The downside of the city’s positive transformation is the effect on the low- and moderate income population, which is facing rapidly rising housing costs unmatched by increases in income. The District, which is home to a disproportionate number of the region’s poor, has concentrated pockets of poverty, especially east of the Anacostia River and in parts of Northeast, that have not shared in the new prosperity. For elderly and disabled residents, and those without the skills to move up a career ladder, the housing boom means rising rents and real estate taxes for low-quality housing.

Moreover, despite the fiscal good news in the operating budget, the city still bears a heavy burden carried over from the bad old days. Decades of failure to maintain the city’s crumbling school buildings and other infrastructure have left a legacy of neglect that will take years to fix. The aging Metro system is in urgent need of modernization and more funding. The District’s debt per capita is high, although rapid improvement in the city’s bond rating has made debt service less expensive. Moreover, recent prosperity does not alter the fact—well-documented by the Government Accountability Office—that the District’s underlying fiscal structure is unsound, posing the risk of future deficits again. The steep costs of delivering public services in central cities, high poverty rates and federal restrictions on taxation, especially on nonresident income, combine to make it impossible for the nation’s capital to provide average public services at average tax rates.

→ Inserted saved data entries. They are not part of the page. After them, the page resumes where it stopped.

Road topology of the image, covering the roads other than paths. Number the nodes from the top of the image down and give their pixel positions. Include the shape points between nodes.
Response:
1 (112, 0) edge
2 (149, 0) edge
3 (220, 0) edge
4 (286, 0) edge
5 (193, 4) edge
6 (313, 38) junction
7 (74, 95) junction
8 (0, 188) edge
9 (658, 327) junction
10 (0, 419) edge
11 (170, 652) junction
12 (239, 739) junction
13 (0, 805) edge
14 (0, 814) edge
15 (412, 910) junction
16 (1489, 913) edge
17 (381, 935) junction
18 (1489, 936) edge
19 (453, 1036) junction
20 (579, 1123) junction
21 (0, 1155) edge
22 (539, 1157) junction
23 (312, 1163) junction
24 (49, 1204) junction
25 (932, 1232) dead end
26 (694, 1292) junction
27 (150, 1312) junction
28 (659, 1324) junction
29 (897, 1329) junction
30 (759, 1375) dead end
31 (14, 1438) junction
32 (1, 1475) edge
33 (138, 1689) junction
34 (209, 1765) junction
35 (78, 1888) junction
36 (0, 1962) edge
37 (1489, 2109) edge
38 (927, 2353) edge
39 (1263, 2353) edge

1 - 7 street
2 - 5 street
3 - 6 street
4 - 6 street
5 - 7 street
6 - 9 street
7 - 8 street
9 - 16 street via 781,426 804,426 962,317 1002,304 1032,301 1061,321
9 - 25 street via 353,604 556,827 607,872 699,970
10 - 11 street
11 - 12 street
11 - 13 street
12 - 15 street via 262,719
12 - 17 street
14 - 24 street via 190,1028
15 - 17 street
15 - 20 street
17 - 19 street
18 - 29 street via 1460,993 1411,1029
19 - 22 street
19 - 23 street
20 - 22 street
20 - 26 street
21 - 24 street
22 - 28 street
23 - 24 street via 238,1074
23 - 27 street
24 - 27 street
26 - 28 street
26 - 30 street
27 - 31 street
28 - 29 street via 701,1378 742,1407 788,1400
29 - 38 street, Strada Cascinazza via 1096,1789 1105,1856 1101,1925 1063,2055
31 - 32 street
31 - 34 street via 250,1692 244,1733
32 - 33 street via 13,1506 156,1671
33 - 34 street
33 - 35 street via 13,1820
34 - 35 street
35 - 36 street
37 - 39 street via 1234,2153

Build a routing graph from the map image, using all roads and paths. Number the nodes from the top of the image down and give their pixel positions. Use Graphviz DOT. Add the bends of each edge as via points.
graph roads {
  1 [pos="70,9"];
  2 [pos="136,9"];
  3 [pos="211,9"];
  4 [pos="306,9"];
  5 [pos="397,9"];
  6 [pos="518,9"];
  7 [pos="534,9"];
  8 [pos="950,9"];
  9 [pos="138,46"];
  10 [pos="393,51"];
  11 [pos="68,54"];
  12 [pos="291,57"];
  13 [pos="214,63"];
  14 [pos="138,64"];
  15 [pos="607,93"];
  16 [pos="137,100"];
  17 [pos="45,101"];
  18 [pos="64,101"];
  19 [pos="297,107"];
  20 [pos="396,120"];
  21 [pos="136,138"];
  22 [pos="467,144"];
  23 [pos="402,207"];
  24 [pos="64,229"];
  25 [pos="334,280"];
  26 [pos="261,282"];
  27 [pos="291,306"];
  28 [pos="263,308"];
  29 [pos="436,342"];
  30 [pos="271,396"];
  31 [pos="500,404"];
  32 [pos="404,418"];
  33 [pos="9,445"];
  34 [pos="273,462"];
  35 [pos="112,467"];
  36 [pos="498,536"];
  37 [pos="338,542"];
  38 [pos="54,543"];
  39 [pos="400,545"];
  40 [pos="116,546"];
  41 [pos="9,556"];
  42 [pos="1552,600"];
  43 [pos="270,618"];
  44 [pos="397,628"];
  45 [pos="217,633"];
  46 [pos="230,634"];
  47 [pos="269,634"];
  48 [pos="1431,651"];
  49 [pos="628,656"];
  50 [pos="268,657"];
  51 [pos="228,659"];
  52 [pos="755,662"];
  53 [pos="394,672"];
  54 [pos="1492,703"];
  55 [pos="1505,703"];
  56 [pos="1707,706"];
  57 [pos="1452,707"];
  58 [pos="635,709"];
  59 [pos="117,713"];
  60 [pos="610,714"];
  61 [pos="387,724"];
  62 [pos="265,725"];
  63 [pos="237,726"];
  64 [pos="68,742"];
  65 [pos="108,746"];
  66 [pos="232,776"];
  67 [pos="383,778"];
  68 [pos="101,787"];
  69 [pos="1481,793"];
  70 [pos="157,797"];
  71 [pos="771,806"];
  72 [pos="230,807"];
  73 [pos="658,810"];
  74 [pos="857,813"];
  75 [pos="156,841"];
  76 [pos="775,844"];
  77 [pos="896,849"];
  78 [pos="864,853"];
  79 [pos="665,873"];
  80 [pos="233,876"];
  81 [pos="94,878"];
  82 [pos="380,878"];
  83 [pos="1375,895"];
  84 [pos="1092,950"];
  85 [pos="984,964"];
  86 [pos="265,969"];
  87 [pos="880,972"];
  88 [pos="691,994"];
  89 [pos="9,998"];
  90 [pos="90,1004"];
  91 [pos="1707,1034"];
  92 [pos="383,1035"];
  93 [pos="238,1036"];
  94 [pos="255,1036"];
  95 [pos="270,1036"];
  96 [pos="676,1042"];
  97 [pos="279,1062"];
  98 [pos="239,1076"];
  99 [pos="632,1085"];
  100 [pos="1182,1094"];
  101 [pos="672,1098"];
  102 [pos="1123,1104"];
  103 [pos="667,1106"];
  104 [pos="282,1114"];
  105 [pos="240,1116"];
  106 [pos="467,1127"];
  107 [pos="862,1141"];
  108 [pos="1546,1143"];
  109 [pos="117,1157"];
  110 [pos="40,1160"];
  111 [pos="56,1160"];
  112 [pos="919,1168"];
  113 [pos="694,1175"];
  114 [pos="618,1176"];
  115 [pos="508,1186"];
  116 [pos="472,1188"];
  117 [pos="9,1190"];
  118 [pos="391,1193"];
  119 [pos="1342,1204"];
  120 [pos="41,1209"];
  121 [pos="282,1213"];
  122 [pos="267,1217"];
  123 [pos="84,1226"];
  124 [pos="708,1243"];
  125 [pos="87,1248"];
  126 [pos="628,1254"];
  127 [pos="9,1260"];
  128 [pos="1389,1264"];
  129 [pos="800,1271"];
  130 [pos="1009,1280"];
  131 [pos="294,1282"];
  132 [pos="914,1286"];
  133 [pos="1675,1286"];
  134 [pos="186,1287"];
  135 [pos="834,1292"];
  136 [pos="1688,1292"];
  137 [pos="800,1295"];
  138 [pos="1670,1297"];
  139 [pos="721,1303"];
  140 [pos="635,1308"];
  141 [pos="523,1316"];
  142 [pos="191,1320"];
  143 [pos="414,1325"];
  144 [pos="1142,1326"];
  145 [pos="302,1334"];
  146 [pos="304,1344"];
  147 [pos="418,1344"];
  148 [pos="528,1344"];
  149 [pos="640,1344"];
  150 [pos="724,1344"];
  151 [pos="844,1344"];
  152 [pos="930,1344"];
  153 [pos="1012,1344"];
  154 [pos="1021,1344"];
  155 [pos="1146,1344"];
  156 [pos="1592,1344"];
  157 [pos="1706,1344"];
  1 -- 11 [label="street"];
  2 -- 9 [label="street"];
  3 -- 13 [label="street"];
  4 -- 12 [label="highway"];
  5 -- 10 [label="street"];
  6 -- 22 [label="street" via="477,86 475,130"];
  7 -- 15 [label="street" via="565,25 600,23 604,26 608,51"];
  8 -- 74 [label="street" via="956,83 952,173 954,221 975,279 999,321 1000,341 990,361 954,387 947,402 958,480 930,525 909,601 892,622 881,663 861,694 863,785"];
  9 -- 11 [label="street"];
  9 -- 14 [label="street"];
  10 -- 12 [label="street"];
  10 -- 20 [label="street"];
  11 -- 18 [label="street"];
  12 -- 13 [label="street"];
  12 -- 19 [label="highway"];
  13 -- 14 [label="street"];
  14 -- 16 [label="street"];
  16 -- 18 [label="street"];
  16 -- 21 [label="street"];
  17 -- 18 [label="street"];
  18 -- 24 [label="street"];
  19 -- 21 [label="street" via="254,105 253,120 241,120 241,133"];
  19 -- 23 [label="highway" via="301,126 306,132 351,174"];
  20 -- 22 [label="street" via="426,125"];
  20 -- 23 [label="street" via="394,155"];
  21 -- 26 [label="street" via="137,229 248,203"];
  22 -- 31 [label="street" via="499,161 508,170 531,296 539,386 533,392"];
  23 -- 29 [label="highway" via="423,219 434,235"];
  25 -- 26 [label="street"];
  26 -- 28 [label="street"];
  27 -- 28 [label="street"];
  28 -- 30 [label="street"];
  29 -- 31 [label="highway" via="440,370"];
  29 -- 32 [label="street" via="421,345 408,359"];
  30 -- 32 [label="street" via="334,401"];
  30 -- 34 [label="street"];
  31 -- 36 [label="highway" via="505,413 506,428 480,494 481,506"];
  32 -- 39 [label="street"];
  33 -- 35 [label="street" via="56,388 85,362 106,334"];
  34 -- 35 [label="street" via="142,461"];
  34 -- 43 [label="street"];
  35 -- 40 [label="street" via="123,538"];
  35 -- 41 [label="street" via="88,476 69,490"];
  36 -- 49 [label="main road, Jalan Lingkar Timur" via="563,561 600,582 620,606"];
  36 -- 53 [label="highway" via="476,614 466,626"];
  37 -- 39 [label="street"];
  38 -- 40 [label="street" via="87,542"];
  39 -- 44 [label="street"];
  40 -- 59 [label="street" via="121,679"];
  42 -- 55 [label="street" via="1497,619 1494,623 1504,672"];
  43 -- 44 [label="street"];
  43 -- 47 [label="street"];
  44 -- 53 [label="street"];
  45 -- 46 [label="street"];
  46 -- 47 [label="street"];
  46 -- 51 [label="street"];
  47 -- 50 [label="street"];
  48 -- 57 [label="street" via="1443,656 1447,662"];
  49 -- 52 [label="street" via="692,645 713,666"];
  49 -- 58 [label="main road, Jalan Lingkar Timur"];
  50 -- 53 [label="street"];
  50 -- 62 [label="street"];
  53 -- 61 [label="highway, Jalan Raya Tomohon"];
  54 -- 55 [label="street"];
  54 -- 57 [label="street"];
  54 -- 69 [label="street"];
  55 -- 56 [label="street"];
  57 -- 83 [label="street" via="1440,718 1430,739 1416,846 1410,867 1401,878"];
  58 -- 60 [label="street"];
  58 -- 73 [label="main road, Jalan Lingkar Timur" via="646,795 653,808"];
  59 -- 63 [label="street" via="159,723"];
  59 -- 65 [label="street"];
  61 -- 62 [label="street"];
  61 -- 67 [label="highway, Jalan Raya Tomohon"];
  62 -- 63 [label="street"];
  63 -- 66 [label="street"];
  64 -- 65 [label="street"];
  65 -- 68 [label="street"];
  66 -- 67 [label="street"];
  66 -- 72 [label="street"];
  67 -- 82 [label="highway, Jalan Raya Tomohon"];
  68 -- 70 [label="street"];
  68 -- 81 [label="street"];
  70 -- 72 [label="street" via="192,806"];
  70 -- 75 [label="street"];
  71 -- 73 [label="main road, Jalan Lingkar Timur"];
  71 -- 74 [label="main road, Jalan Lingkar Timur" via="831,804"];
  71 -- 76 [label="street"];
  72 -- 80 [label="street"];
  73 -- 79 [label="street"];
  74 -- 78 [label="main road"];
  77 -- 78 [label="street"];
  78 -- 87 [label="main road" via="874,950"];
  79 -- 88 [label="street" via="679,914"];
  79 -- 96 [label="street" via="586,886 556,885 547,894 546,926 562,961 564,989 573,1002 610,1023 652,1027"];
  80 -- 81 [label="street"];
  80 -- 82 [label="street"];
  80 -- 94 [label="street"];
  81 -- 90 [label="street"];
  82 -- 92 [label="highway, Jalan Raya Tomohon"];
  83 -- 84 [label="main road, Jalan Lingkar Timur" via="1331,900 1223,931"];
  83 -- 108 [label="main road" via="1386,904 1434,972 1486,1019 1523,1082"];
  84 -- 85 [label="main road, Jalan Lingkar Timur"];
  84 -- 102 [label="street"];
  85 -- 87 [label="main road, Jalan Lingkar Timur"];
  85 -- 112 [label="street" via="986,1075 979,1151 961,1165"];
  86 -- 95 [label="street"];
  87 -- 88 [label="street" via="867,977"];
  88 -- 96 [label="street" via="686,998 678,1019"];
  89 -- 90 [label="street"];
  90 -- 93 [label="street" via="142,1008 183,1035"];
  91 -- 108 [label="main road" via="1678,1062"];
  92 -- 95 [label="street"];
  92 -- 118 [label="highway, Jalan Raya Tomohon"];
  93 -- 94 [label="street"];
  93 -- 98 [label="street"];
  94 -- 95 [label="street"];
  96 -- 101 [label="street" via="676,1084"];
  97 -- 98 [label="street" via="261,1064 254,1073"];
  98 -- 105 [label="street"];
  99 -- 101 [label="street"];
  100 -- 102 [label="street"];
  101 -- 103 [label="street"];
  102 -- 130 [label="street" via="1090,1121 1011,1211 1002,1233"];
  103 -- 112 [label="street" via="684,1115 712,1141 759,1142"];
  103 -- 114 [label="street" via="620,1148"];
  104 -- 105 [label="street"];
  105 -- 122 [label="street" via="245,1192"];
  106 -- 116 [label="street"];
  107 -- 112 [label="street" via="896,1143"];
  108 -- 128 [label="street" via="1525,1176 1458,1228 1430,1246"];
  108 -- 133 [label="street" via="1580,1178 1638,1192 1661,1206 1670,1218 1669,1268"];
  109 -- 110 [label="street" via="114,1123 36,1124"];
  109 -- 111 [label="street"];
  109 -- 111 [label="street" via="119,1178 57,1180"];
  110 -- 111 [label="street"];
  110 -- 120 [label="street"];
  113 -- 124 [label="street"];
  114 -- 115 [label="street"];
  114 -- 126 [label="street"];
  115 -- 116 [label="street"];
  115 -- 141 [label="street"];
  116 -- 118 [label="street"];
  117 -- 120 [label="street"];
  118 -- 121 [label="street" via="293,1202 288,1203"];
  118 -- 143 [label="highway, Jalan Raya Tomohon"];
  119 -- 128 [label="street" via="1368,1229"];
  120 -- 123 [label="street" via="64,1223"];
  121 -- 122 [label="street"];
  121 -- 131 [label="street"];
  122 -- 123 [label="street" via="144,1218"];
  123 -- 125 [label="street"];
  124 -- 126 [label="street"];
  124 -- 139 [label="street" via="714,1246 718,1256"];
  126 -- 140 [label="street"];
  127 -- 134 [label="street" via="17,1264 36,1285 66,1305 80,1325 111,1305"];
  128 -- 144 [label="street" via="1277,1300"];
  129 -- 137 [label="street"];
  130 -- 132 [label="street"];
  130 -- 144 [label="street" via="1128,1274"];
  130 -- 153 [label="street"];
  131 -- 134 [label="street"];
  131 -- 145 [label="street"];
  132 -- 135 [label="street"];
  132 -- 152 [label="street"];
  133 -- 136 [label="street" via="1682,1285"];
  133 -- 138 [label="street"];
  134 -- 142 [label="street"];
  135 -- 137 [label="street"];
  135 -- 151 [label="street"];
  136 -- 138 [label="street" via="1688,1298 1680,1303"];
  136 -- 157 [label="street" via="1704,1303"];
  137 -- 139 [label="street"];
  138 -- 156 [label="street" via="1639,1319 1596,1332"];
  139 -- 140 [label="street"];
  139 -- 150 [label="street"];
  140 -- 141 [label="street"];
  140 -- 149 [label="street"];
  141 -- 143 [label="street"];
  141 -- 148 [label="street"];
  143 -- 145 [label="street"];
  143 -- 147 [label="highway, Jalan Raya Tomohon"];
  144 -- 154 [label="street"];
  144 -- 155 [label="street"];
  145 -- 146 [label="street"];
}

The structural deficit—combined with the legacy of past neglect—creates a powerful rationale for additional federal help to the District. D.C. Del. Eleanor Holmes Norton (D), with the co-sponsorship of our area’s entire congressional delegation, has proposed legislation to create an $800 million annual contribution from the federal government to the District to fund debt service and the modernization of the city’s schools, transportation and information technology infrastructure. This fund, essentially a revival of the now-defunct federal payment but targeted to infrastructure, would help transform Washington from a city of antiquated, dysfunctional facilities to a modern, efficient capital that the whole country could be proud of. But given the disarray in the federal budget, Washington residents shouldn’t hold their breath waiting for federal help.

So far, District officials have done reasonably well on all scores. While all the city’s politicians had new spending proposals this year, those that made it into the fiscal 2006 budget sent to Congress featured training programs, child care to help working people with low incomes, and investment in neglected neighborhoods. Some D.C. Council members favored major tax reductions, but caution prevailed. The tax cuts enacted were modest, mostly directed toward the low end of the income scale, and contingent on the chief financial officer certifying projections of a five-year balanced budget. Hey, Congress, there’s a good idea! You, too, could condition future tax cuts on the nation’s ability to afford them.

If the city’s surging revenues continue into the next fiscal year, the District could satisfy both criteria at once by channeling a portion of the boost in residential property tax receipts into the Housing Production Trust Fund, which the city created in 1988 to support affordable housing but which only recently received any money. The fund can work, especially in mixed income neighborhoods, by sharing the cost of land, providing loans and making grants to lower the cost of a housing project along with the project’s rents or sales prices. This investment at the front end of a project avoids a commitment to annual subsidies that might not be sustainable if the housing bubble burst. But it would make it possible for the city to accelerate its efforts to preserve and enhance affordable housing and to create more vibrant places for people of all income levels to live.